▶ **MATERIAL PROVIDED**
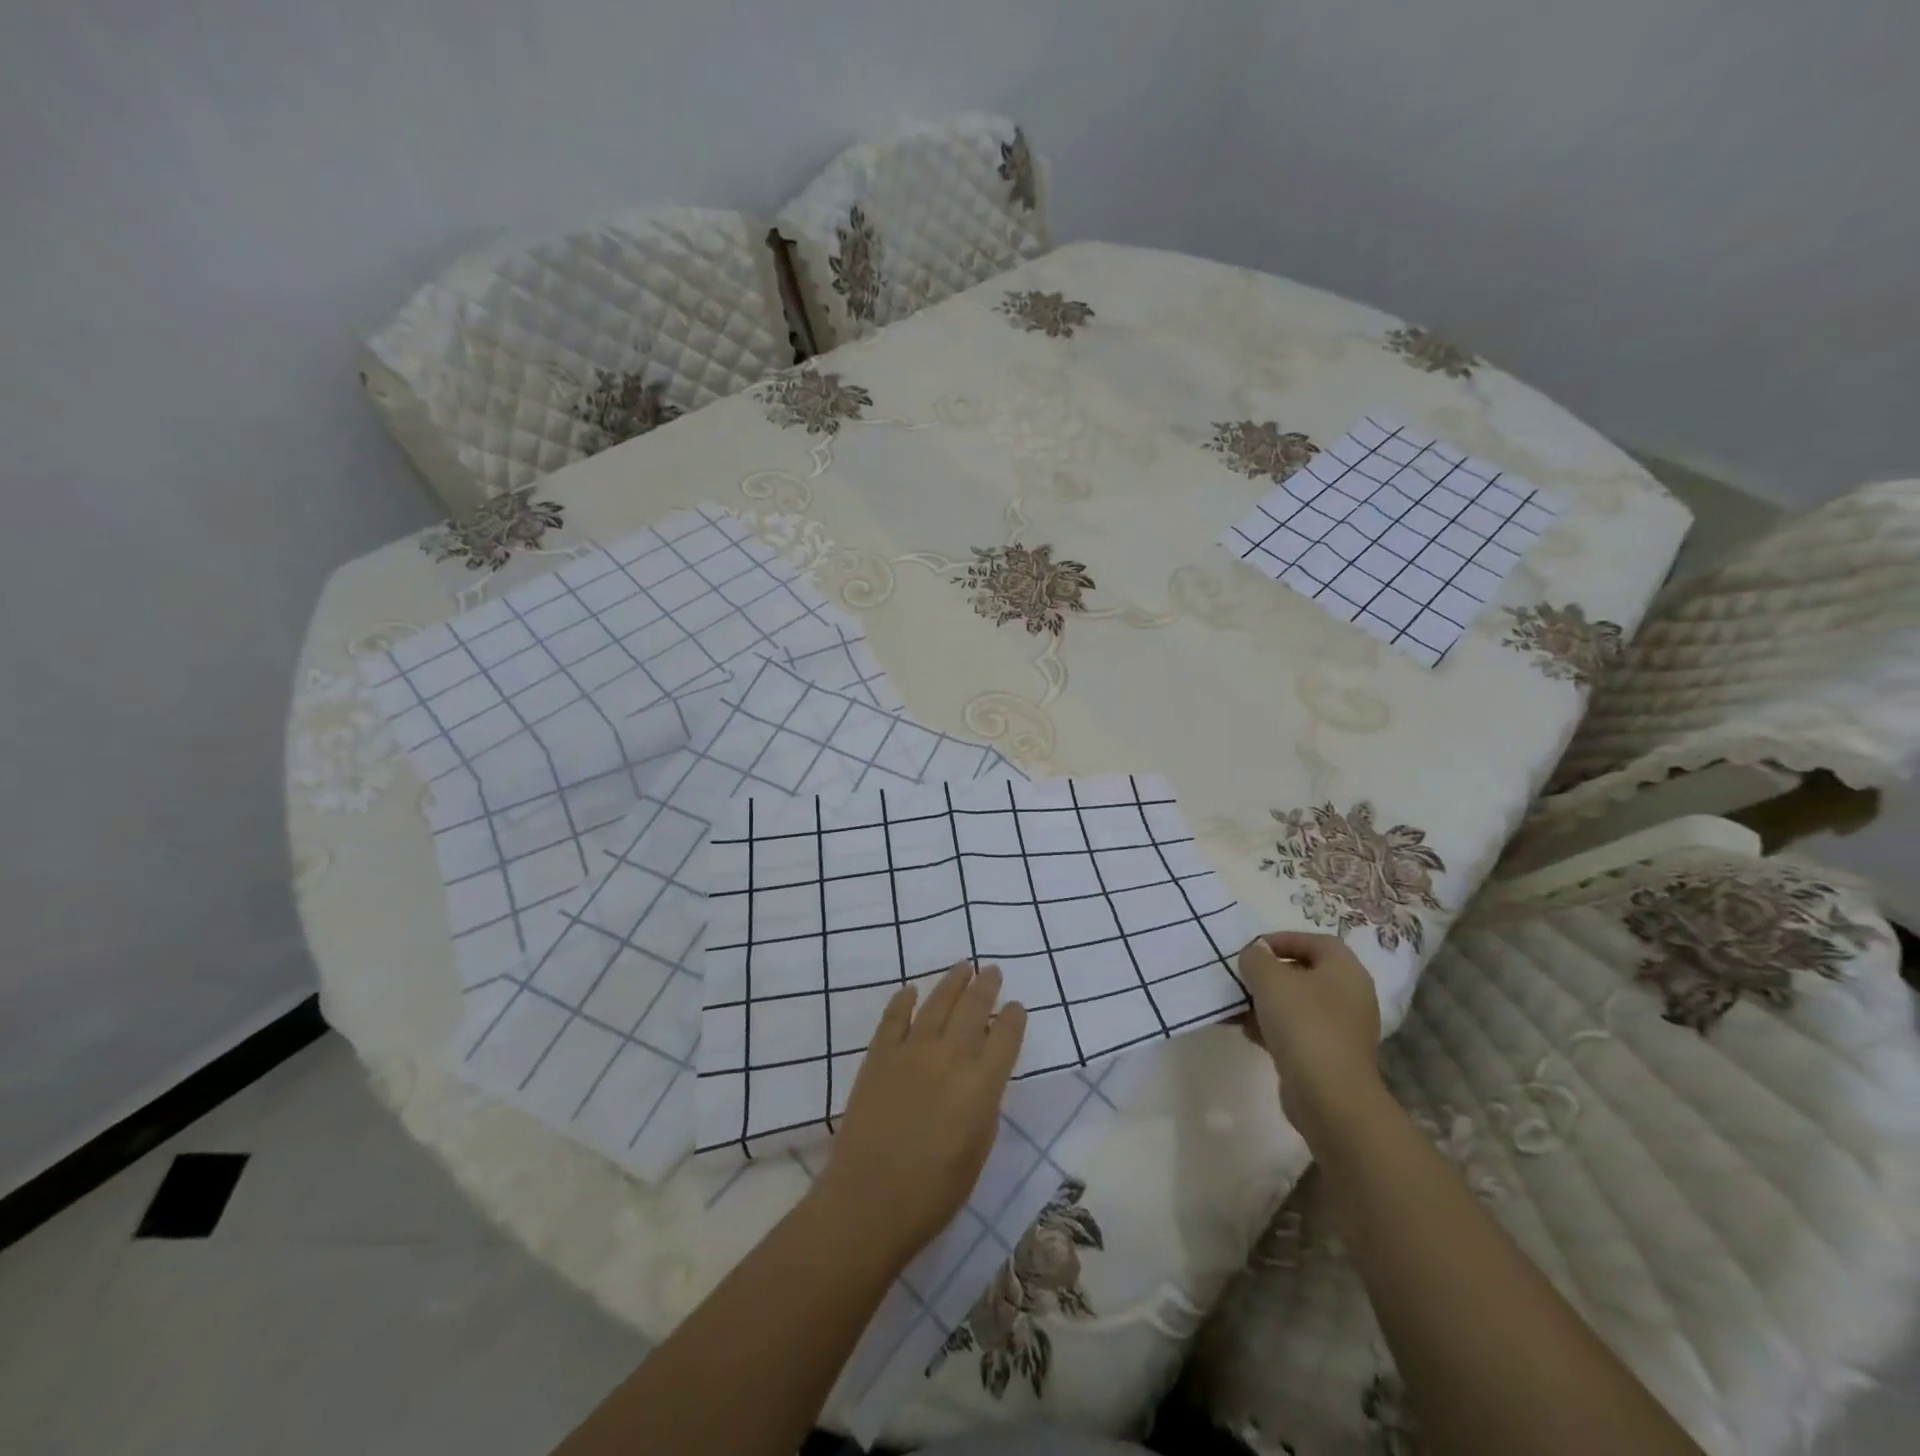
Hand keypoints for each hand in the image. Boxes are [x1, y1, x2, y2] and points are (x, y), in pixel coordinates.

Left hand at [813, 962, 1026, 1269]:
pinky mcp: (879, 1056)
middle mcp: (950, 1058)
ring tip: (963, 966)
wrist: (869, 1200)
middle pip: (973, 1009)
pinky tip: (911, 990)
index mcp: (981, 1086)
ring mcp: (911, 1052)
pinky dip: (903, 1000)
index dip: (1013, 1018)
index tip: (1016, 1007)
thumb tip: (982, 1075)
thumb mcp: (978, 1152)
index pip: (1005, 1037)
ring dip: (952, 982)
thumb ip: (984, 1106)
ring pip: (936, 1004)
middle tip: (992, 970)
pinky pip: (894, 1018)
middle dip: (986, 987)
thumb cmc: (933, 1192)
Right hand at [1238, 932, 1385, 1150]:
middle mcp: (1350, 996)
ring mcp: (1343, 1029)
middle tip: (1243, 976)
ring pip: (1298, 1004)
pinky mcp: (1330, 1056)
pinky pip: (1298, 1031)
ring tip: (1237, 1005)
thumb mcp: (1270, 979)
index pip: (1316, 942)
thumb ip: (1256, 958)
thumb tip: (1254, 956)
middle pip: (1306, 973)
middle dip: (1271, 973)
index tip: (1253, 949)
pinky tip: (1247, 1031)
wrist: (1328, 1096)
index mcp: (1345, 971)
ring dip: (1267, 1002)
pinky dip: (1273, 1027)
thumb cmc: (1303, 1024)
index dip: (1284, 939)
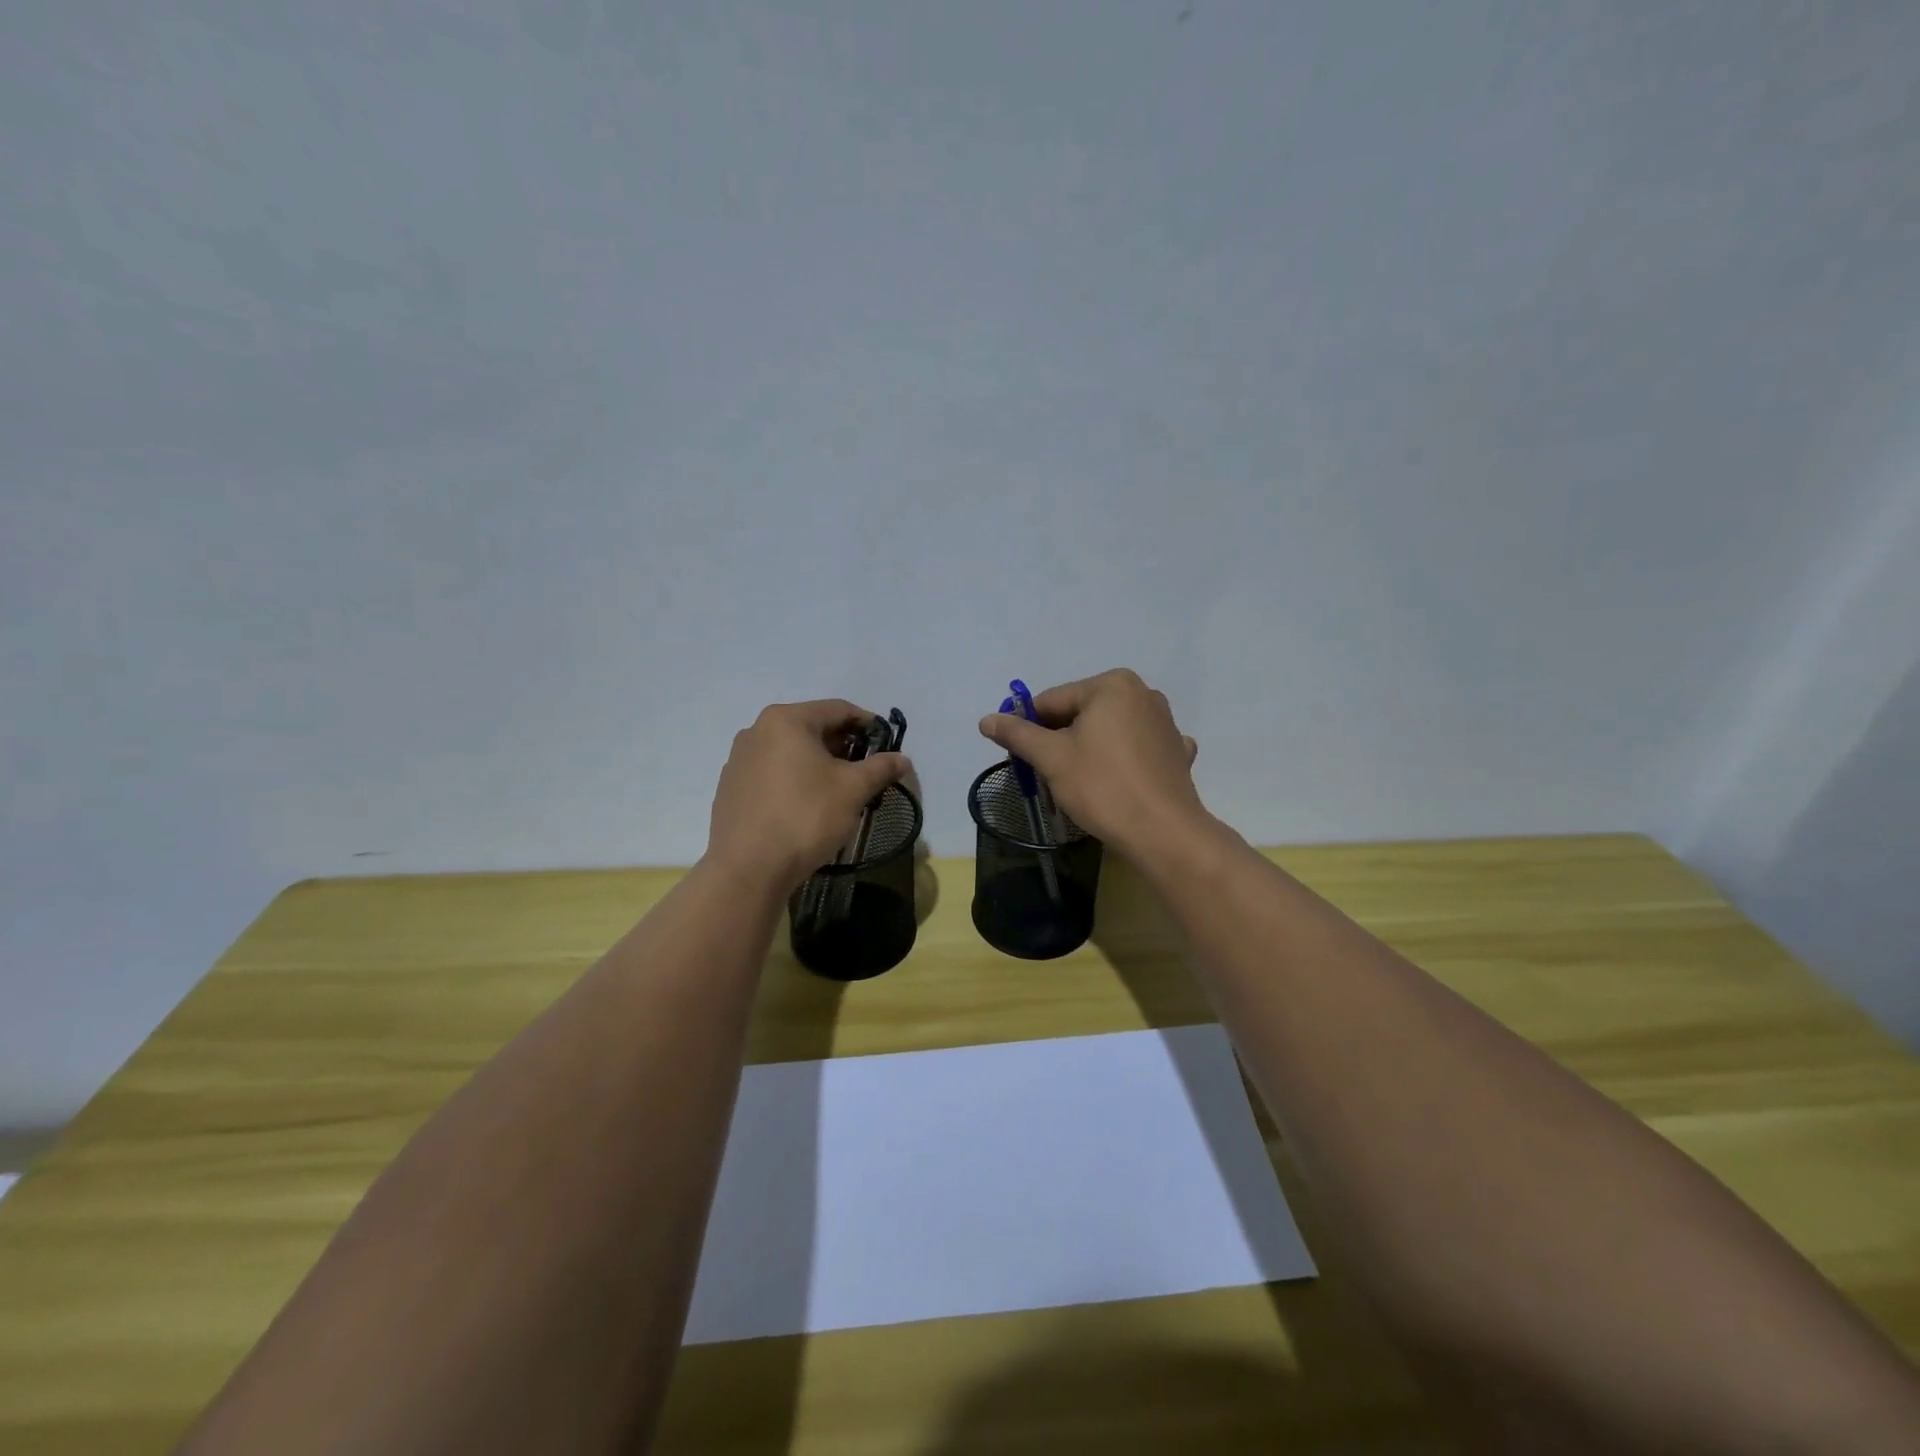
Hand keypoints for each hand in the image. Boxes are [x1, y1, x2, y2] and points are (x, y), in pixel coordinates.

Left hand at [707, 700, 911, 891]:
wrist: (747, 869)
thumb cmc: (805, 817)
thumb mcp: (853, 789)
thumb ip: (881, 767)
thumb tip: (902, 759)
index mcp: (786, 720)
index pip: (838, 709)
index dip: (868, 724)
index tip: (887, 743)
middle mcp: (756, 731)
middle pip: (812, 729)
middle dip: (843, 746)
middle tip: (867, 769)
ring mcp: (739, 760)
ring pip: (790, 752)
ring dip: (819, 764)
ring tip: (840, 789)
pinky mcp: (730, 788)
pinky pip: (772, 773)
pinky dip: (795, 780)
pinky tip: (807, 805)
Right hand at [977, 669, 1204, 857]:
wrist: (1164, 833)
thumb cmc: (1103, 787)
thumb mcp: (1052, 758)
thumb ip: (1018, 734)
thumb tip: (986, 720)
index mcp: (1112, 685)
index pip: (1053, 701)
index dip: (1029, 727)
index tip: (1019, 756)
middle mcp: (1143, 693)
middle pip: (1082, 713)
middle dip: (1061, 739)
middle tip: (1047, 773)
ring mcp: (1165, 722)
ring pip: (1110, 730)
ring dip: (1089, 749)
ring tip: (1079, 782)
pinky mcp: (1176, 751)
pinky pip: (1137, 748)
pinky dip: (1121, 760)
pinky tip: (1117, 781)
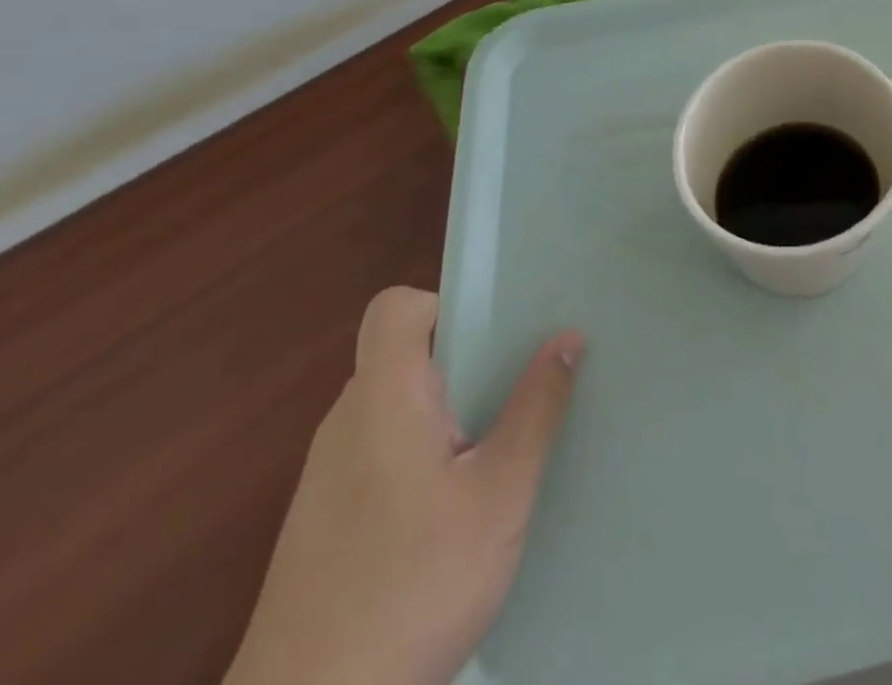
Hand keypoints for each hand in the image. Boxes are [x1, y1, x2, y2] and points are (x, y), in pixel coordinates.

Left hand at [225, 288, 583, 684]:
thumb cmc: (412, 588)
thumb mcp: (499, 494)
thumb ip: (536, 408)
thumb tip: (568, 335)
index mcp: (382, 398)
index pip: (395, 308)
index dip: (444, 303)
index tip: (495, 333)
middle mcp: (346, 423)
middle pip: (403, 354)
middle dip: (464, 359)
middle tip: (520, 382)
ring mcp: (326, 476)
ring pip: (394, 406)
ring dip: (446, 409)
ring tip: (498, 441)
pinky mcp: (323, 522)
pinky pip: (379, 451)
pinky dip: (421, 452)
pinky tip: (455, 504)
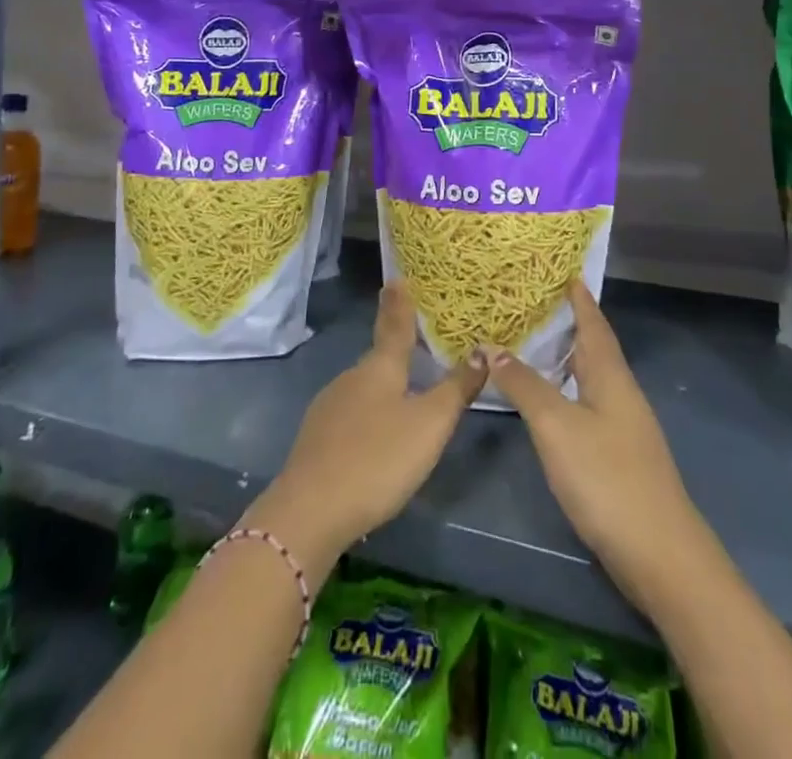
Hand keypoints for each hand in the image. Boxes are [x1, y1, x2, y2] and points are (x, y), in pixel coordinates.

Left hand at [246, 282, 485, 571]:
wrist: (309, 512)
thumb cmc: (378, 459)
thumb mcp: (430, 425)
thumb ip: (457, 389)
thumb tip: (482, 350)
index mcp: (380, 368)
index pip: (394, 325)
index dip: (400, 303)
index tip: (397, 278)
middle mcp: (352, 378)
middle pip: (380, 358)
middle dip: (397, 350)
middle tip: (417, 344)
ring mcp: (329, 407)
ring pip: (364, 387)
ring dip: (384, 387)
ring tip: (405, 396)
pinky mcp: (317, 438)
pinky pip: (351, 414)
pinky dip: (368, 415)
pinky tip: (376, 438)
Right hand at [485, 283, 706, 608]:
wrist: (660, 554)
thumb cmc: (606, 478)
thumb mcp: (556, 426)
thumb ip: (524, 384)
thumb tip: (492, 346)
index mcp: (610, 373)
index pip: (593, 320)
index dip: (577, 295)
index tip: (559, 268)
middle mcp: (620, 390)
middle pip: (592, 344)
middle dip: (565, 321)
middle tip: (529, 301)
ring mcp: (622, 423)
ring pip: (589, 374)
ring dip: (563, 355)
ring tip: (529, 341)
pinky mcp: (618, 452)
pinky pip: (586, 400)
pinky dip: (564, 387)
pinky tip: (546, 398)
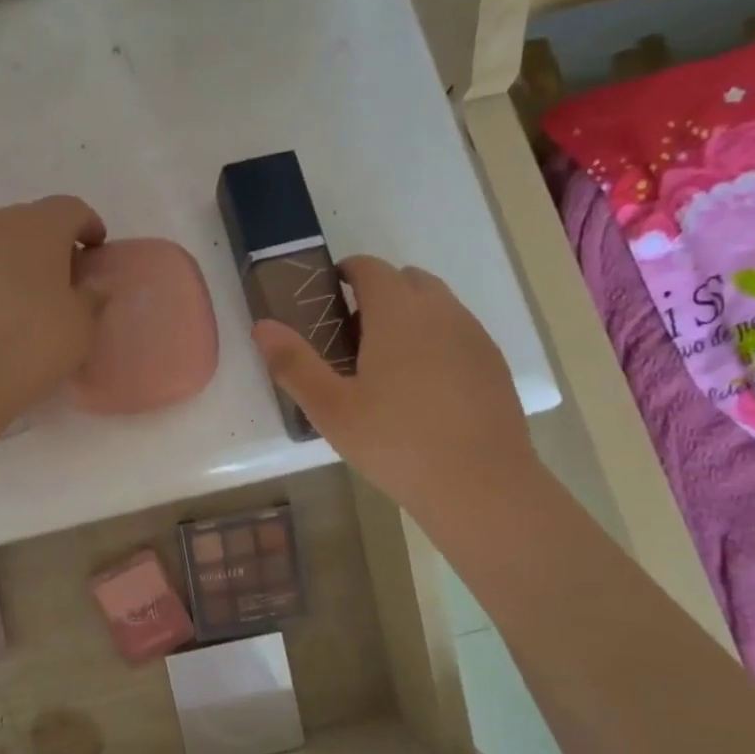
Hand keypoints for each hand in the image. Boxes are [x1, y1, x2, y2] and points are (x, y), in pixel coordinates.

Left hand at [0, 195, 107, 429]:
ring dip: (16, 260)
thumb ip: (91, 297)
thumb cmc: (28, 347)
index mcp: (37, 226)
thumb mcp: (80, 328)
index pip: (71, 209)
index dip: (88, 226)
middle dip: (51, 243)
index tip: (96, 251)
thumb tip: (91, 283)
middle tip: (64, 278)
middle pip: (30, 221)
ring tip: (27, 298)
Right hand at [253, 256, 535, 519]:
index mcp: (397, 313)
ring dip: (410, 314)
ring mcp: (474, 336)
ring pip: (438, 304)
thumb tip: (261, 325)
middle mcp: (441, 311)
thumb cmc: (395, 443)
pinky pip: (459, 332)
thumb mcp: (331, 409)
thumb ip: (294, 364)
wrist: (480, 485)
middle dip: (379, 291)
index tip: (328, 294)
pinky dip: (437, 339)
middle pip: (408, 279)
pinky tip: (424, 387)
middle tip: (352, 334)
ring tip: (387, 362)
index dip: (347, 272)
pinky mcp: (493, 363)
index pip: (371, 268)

▶ **WHAT THIS TASK INVOLVES**
Working from the data above, repeat exactly, and only, the lines that begin at the line containing "thumb cmc: (1303, 1024)" and stop after the line containing "index pip: (1053, 701)"; pictures are not copied.

▶ **REPLY TO THE TASK**
thumb cmc: (1303, 1024)
index dip: (1284, 939)
Hand keypoints for each hand in the image. Boxes are [x1, y1, x2, y2] and points are (x, y), in pixel coordinates.

Left hand at [707, 700, 911, 891]:
wrist: (747, 869)
thumb cmc: (805, 817)
thumb mcp: (853, 789)
thumb ip: (881, 767)
thumb tip: (902, 759)
index mcp: (786, 720)
index pip: (838, 709)
index dip: (868, 724)
index tip: (887, 743)
middle mcp: (756, 731)
middle pip: (812, 729)
middle dip: (843, 746)
middle tip: (867, 769)
ring mcp: (739, 760)
ring pip: (790, 752)
ring dip: (819, 764)
ring tip: (840, 789)
pinky mcp: (730, 788)
pinky pip: (772, 773)
pinky dip: (795, 780)
pinky tip: (807, 805)
Right hand at [977, 669, 1204, 857]:
wrist: (1164, 833)
thumb cmc: (1103, 787)
thumb mcp: (1052, 758)
thumb ip: (1018, 734)
thumb tip: (986, 720)
index mcp: (1112, 685)
index pip: (1053, 701)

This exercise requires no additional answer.